Que deviennent nos vieilles motos ? Le recyclage des pièces de motos et scooters en fin de vie s’organise
Accidentés, rincés ou désormais simplement trop vieux pour satisfaire au contrôle technique, chaque année en France, environ 70 000 motos, scooters ou trois-roues arrivent en fin de vie. Avec un train de retard sur l’automobile, la moto se penche enfin concrètement sur le recyclage de ce type de véhicules.

Si l’automobile a structuré le recyclage des vieux véhicules depuis une vingtaine d’années, la moto accusait encore un retard abyssal jusqu’à récemment. Recycler son épave relevait du parcours du combattant. Aujourd’hui, sous l’impulsion de la loi AGEC, la filière s’organise avec des objectifs qui vont bousculer nos habitudes de consommation.
L’un des objectifs majeurs, c’est la PIEC (Pièce Issue de l’Économie Circulaire).

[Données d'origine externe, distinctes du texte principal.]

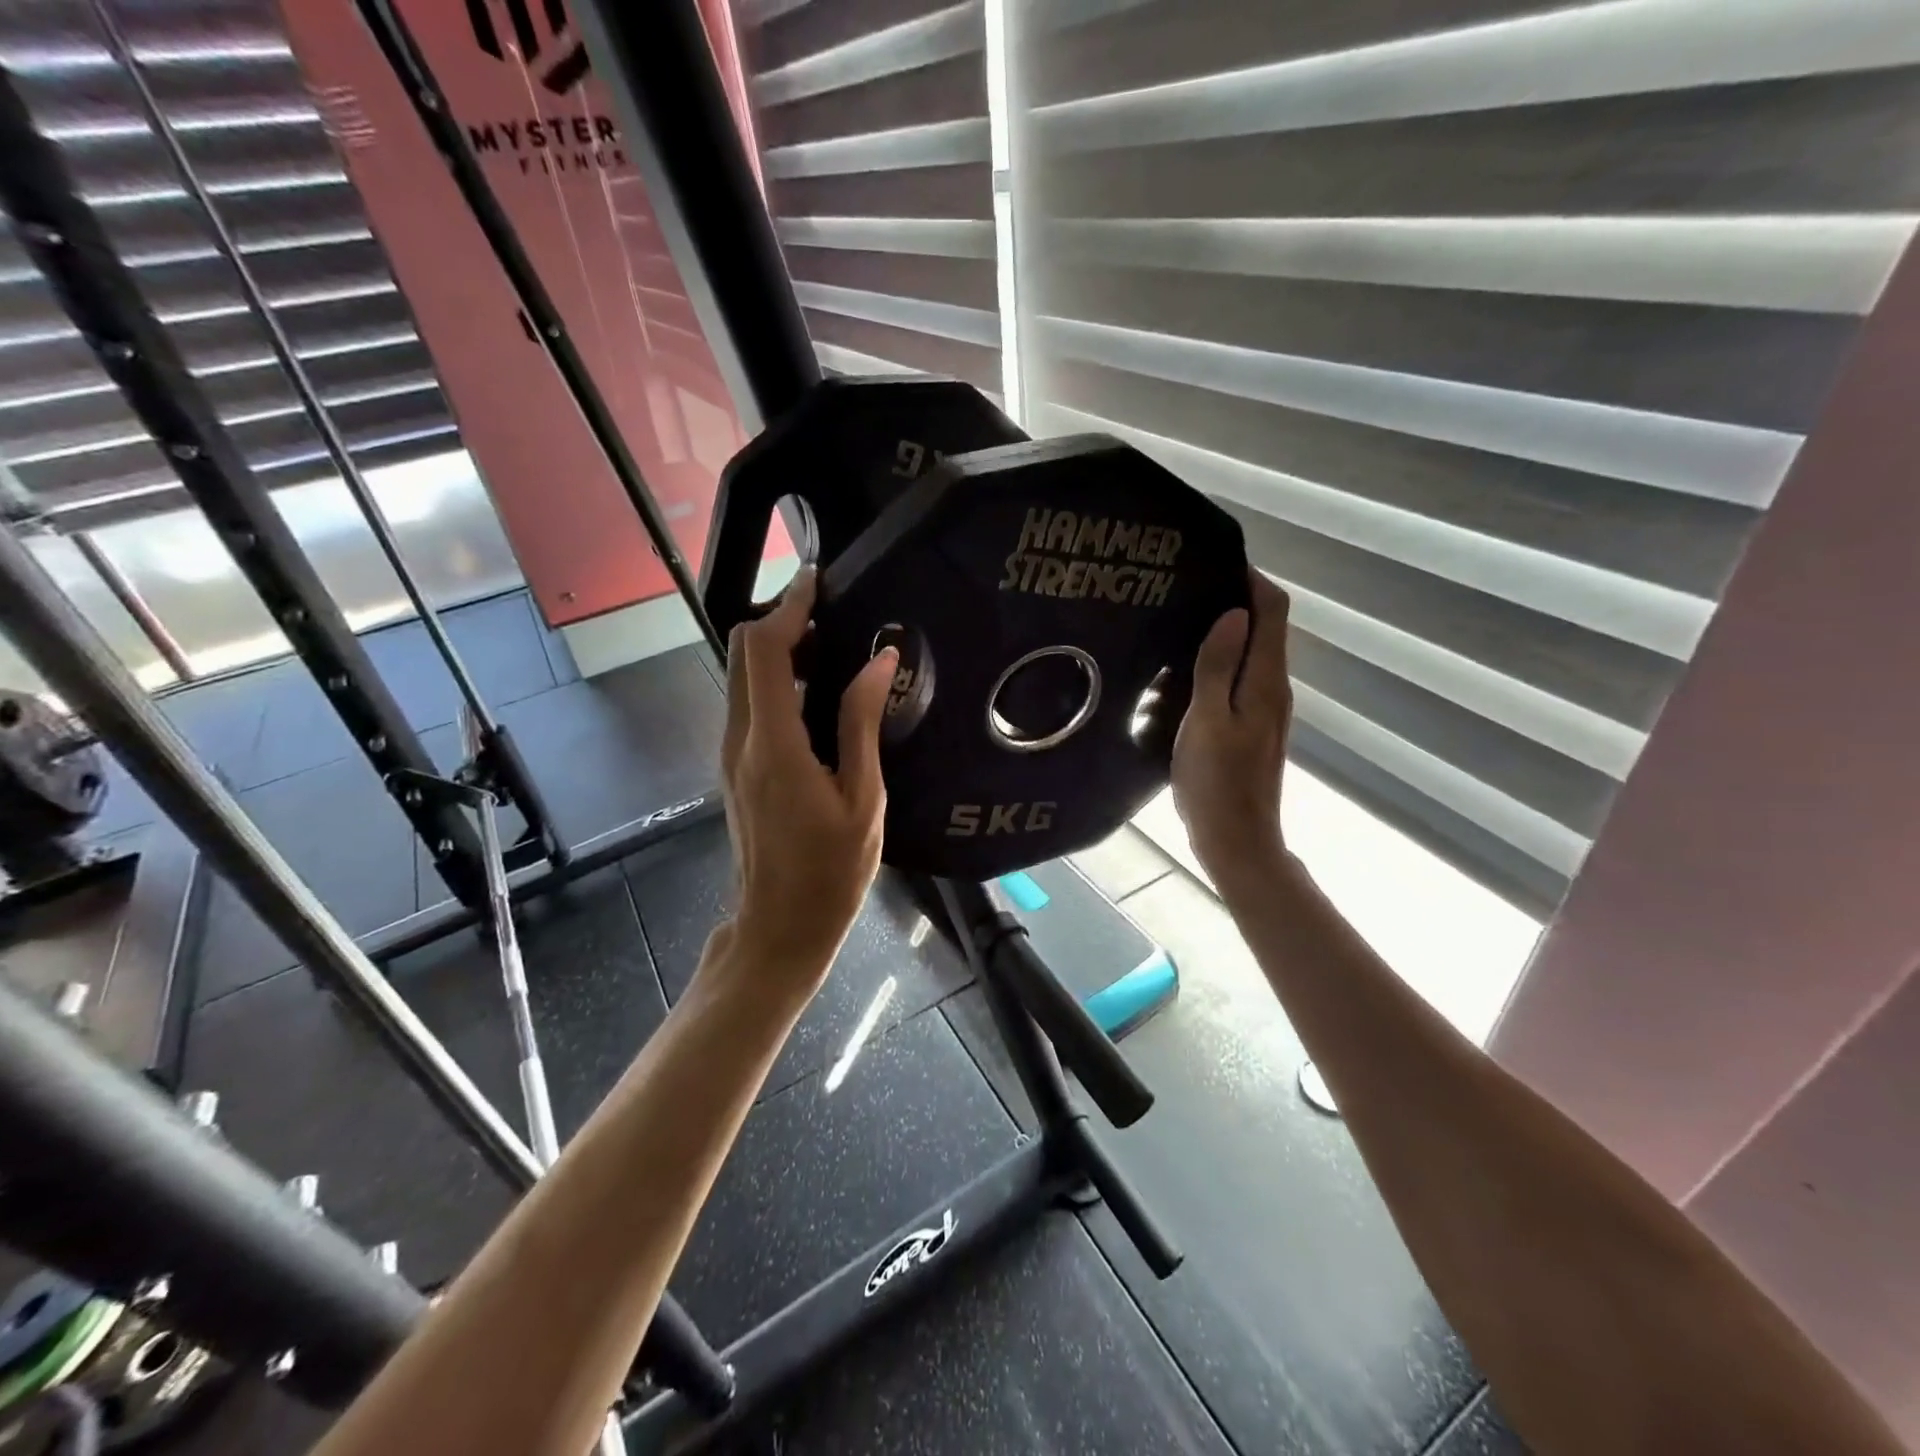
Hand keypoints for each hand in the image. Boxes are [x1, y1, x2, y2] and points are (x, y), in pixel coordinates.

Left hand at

Actuellement, moins de 2 % des réparations moto utilisent des pièces de réemploi (en général 30 à 70 % moins chères qu’une pièce neuve), contre 20 % dans l’auto. L’objectif fixé par le ministère est clair : atteindre 40 % d’ici à 2028. Contrairement aux pièces achetées sur des plateformes de particulier à particulier, une pièce issue d’un CMHU (Centre Moto Hors d’Usage) est tracée, contrôlée et garantie.
Pour de nombreux motards aux petits budgets, l’occasion garantie s’avère une solution pour éviter de mettre une moto « économiquement irréparable » à la casse pour un simple carénage ou une optique LED trop coûteuse.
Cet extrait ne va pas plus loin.